Exercise brief: In the entries below, how many lines hold the string "item"? Answer with the number only.
--
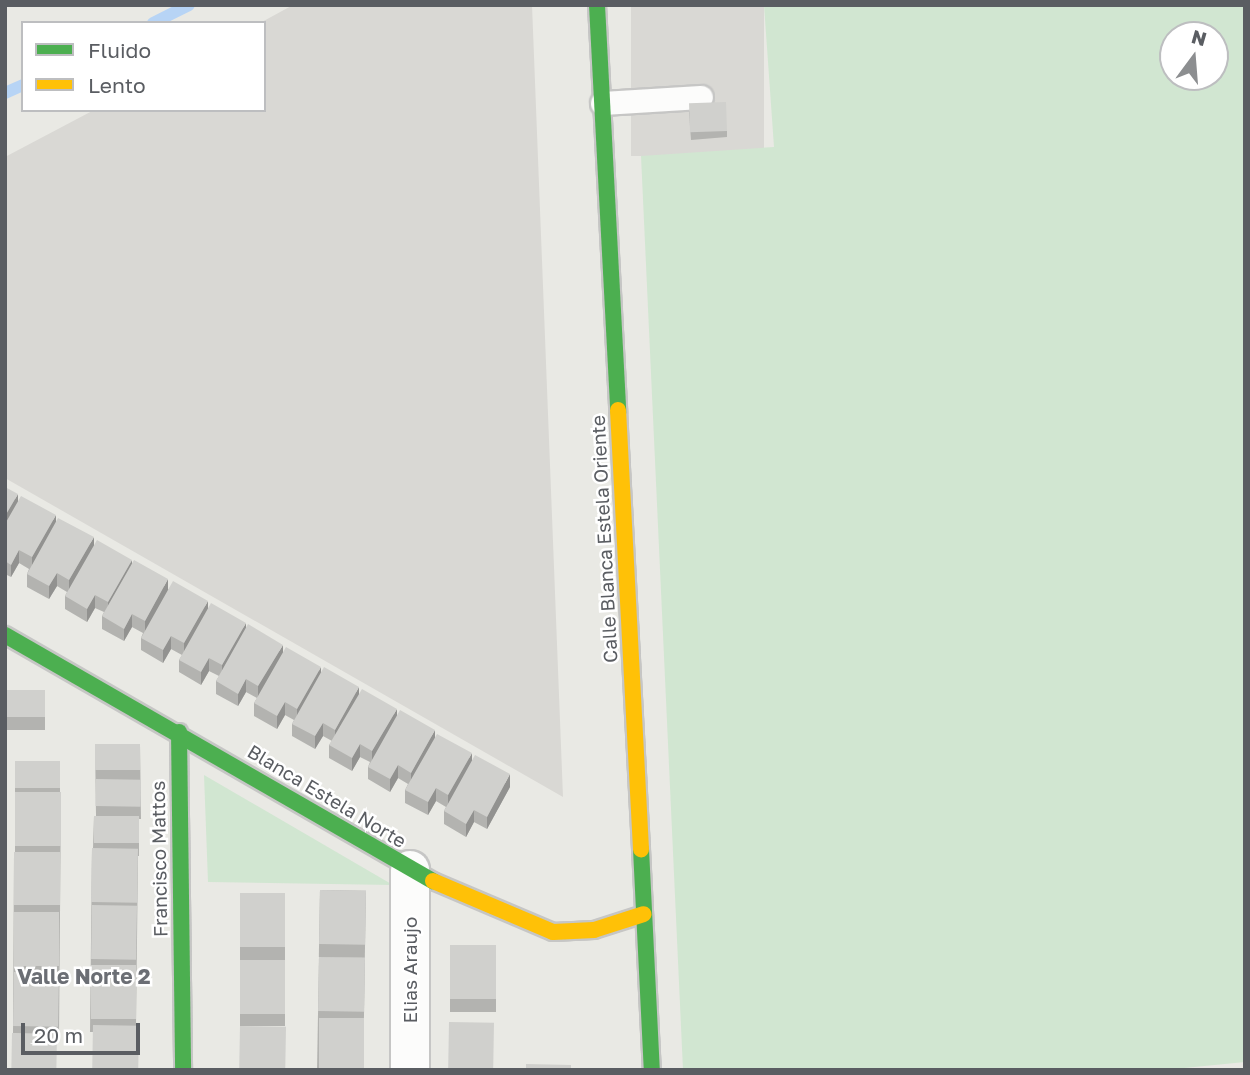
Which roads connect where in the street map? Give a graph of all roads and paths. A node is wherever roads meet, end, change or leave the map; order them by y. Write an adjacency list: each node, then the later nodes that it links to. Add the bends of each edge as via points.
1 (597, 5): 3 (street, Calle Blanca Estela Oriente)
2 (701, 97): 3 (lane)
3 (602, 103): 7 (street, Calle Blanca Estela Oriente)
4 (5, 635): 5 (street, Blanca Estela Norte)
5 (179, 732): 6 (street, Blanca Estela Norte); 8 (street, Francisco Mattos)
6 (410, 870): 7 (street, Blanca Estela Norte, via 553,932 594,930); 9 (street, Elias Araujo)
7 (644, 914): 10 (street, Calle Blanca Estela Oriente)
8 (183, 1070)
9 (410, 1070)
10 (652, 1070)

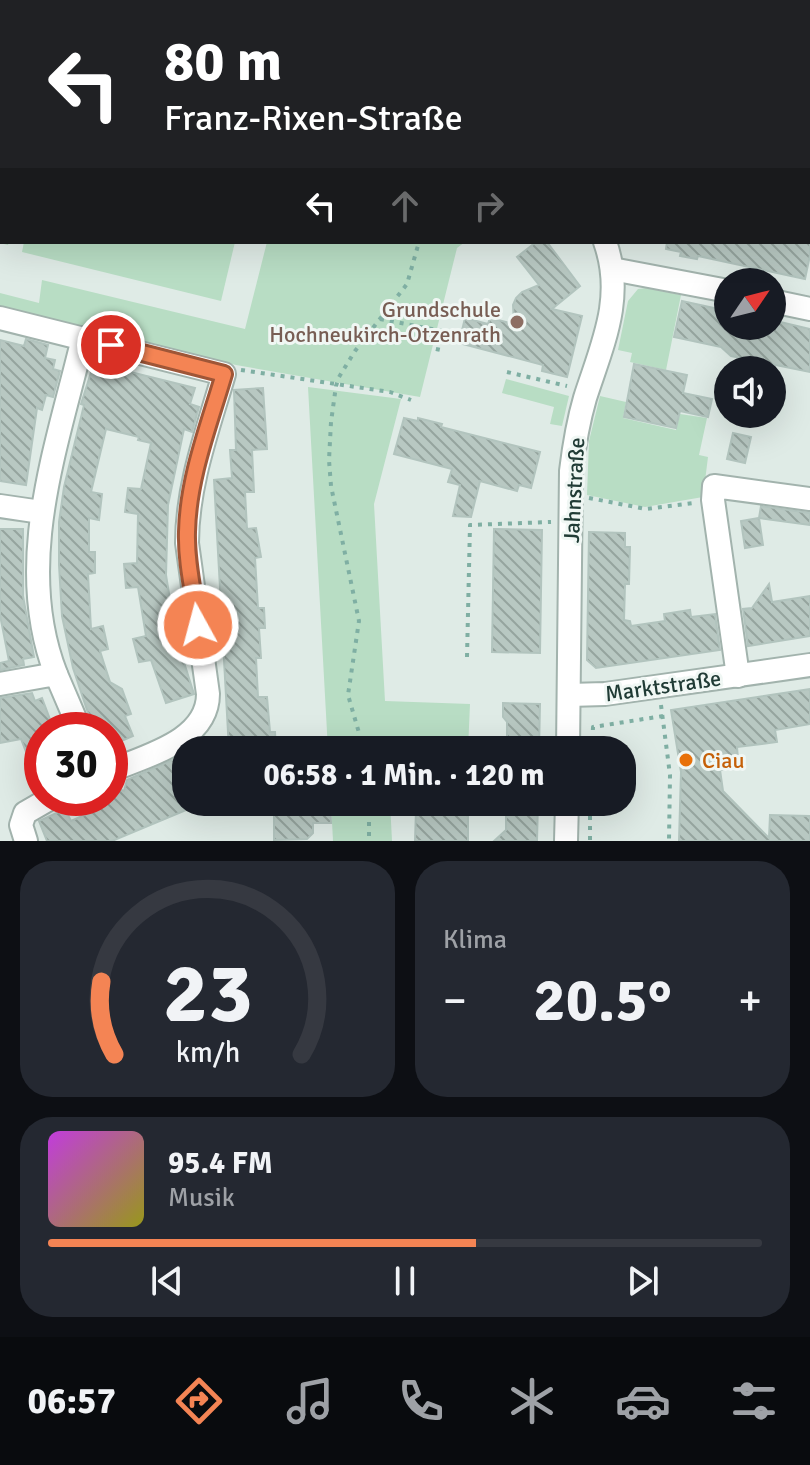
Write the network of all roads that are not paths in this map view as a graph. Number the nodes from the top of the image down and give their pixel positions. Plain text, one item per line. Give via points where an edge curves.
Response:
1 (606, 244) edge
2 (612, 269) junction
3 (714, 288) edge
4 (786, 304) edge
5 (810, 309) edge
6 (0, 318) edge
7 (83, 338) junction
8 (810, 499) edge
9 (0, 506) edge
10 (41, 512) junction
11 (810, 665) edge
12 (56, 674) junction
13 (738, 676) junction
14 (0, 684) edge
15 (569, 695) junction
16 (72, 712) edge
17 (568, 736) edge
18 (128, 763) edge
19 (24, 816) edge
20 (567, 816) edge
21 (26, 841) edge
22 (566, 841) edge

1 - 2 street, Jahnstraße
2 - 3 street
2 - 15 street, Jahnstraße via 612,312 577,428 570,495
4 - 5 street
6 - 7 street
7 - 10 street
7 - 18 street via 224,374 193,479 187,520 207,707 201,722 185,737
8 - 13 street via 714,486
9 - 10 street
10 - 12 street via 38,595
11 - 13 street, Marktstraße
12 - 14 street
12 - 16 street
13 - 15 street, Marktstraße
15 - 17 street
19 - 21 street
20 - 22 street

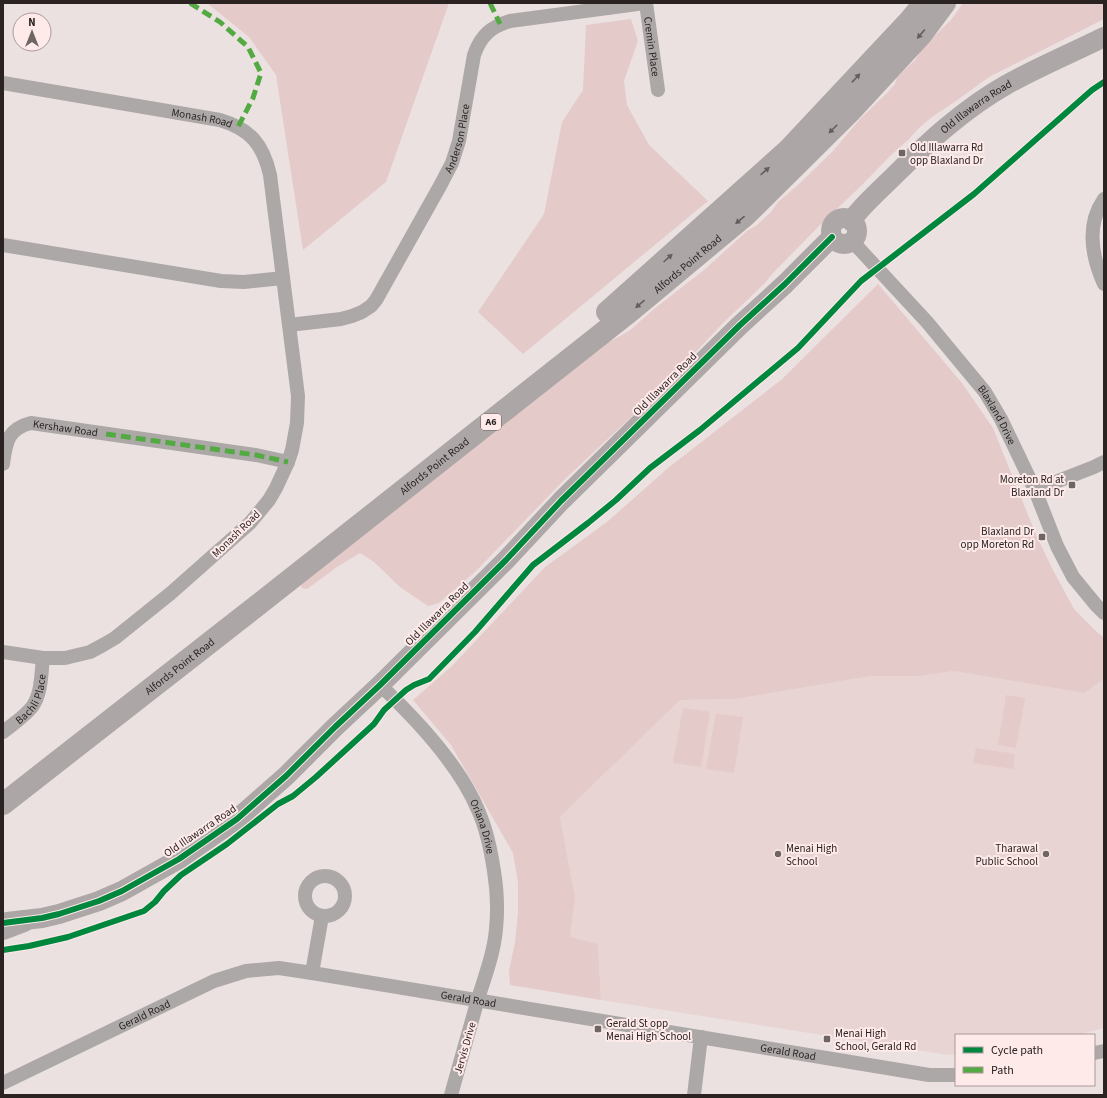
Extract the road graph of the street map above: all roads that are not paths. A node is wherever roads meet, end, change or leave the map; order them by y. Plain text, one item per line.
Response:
--
Written response: 2